“The Winter House,” written and directed by Keith Boynton is a film that delicately navigates the complexities of human relationships in a unique and isolated setting.
The narrative unfolds within the confines of a remote winter house, where these two characters meet by chance and find solace, share secrets, and an unexpected connection.
The film introduces us to Eileen, portrayed brilliantly by Lili Taylor who is an author grappling with the weight of her sorrow and loss. As we delve into her character, it becomes evident that she is reeling from the sudden departure of her husband of many years, who left without any explanation. This enigmatic backstory sets the tone for her character, painting her as a woman in emotional turmoil, seeking isolation in the cold, desolate landscapes of New Hampshire. We later find out more about her reason for going to the cabin.

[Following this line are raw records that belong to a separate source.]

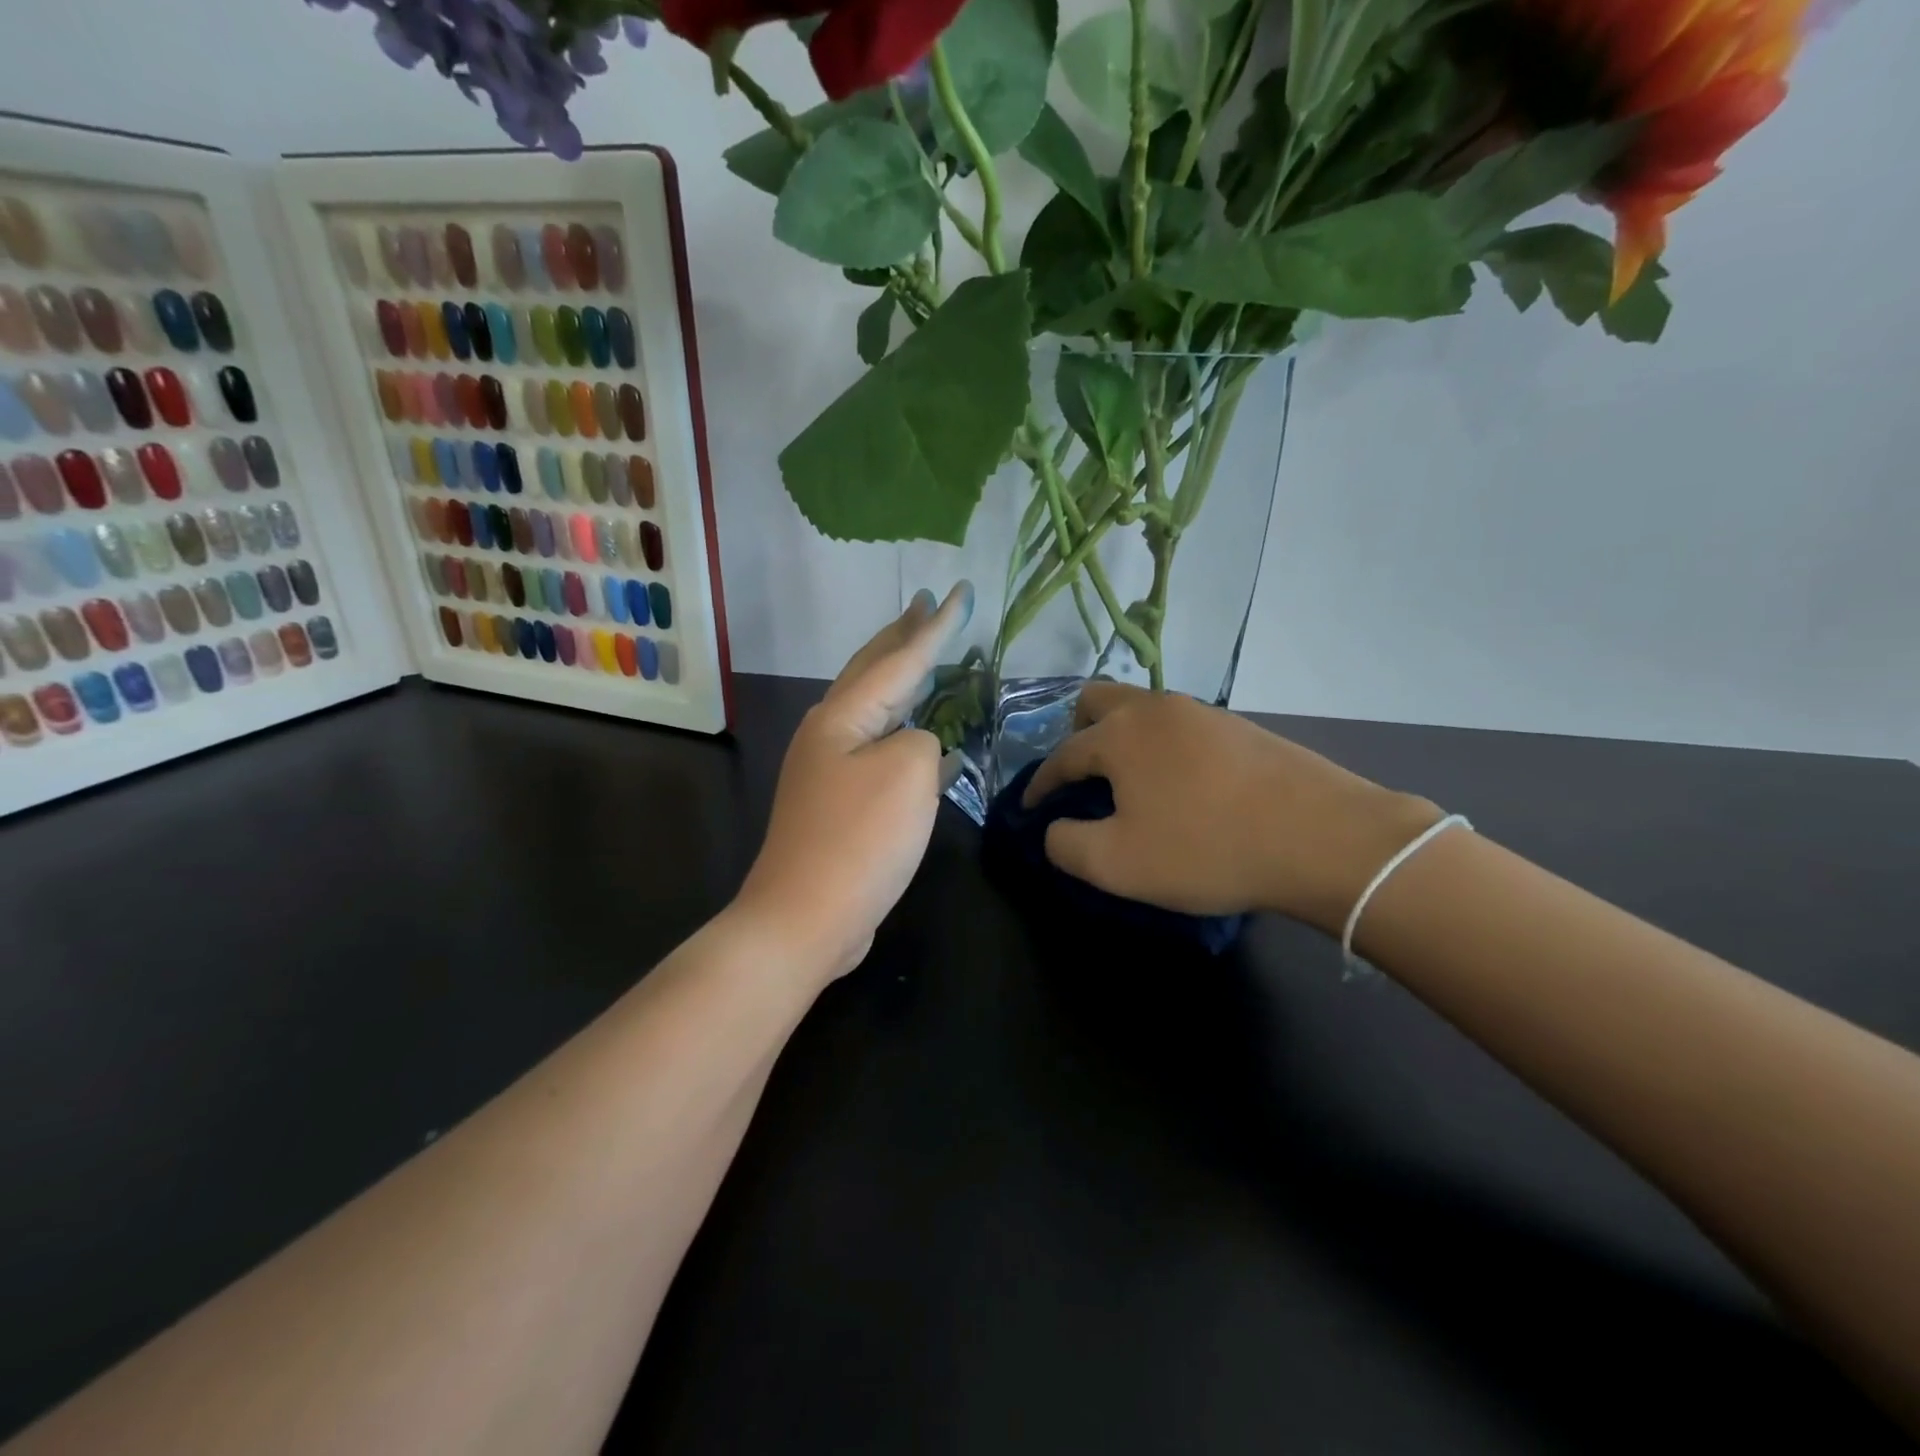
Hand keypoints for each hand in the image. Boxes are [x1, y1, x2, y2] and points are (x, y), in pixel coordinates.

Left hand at [736, 583, 972, 978]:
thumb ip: (922, 740)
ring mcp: (830, 770)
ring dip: (901, 681)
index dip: (935, 625)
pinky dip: (904, 733)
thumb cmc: (859, 838)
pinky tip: (925, 738)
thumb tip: (917, 748)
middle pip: (873, 672)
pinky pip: (879, 750)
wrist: (806, 917)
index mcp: (843, 715)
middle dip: (902, 636)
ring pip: (875, 710)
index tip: (958, 591)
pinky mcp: (840, 805)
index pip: (900, 657)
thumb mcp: (908, 773)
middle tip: (925, 604)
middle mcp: (830, 733)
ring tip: (923, 656)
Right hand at [1024, 683, 1441, 932]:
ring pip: (1142, 711)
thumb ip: (1065, 845)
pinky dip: (1162, 748)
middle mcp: (1156, 708)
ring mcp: (1204, 712)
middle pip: (1097, 701)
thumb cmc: (1206, 849)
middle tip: (1080, 778)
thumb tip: (1055, 828)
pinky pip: (1181, 727)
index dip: (1040, 785)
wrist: (1324, 838)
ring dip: (1122, 740)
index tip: (1030, 809)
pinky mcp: (1241, 727)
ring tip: (1130, 785)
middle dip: (1076, 735)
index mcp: (1119, 734)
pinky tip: (1181, 786)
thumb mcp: (1117, 864)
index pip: (1061, 755)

Eileen‘s character is the emotional anchor of the film, and Taylor convincingly portrays her vulnerability and despair. Also, when the scene requires it, she shows a fierce person who won’t back down even in the face of life-threatening adversity.

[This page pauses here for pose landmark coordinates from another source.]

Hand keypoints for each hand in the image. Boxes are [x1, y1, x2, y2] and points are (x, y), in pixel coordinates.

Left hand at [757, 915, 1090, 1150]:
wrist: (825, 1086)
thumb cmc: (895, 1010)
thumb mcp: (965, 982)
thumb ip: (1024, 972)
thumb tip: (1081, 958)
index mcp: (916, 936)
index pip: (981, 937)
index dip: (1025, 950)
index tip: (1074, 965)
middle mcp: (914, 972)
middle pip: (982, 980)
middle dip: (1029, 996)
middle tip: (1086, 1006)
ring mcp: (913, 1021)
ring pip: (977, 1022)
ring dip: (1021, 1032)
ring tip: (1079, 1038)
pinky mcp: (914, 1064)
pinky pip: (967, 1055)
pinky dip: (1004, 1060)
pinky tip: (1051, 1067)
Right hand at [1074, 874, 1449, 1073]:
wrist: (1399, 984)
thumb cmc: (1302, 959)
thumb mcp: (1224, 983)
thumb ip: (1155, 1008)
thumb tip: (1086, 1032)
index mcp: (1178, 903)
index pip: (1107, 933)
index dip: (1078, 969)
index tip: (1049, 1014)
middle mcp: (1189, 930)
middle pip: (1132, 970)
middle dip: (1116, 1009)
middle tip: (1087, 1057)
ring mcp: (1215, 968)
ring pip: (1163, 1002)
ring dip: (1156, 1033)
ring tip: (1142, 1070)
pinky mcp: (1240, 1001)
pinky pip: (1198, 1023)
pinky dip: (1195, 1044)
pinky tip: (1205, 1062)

On the other side of the narrative, we meet Jesse, played by François Arnaud, a character shrouded in mystery. Jesse, a recovered addict, is on the run from his menacing boss, who is willing to go to great lengths to ensure Jesse‘s silence regarding their shady past dealings. Jesse‘s decision to hide in the winter house stems from a childhood memory, a place he is familiar with and knows he can be safe at. However, he initially conceals his true identity from Eileen, fabricating a story that he is the son of the house’s owners, oblivious to its current occupancy.
The film artfully weaves together the stories of Eileen and Jesse, showcasing their gradual emotional evolution as they share the solitude of the winter house. The interaction between the two is where the film truly shines, as it delves into the complexities of human connection, transcending the boundaries of age and personal history. Despite the glaring age gap, the chemistry between Taylor and Arnaud is palpable, and the way their relationship develops feels authentic and organic.
What makes “The Winter House” particularly intriguing is the timing of pivotal moments. Just as the threat of Jesse‘s ominous pursuers looms over them, the film takes a daring turn, leading to an unexpected, passionate encounter between the two central characters. This intimate scene is not merely an attempt to add sensuality to the plot but rather serves as a powerful catalyst for their relationship. It’s in this moment of vulnerability and danger that their connection deepens, transcending the boundaries of mere physical attraction.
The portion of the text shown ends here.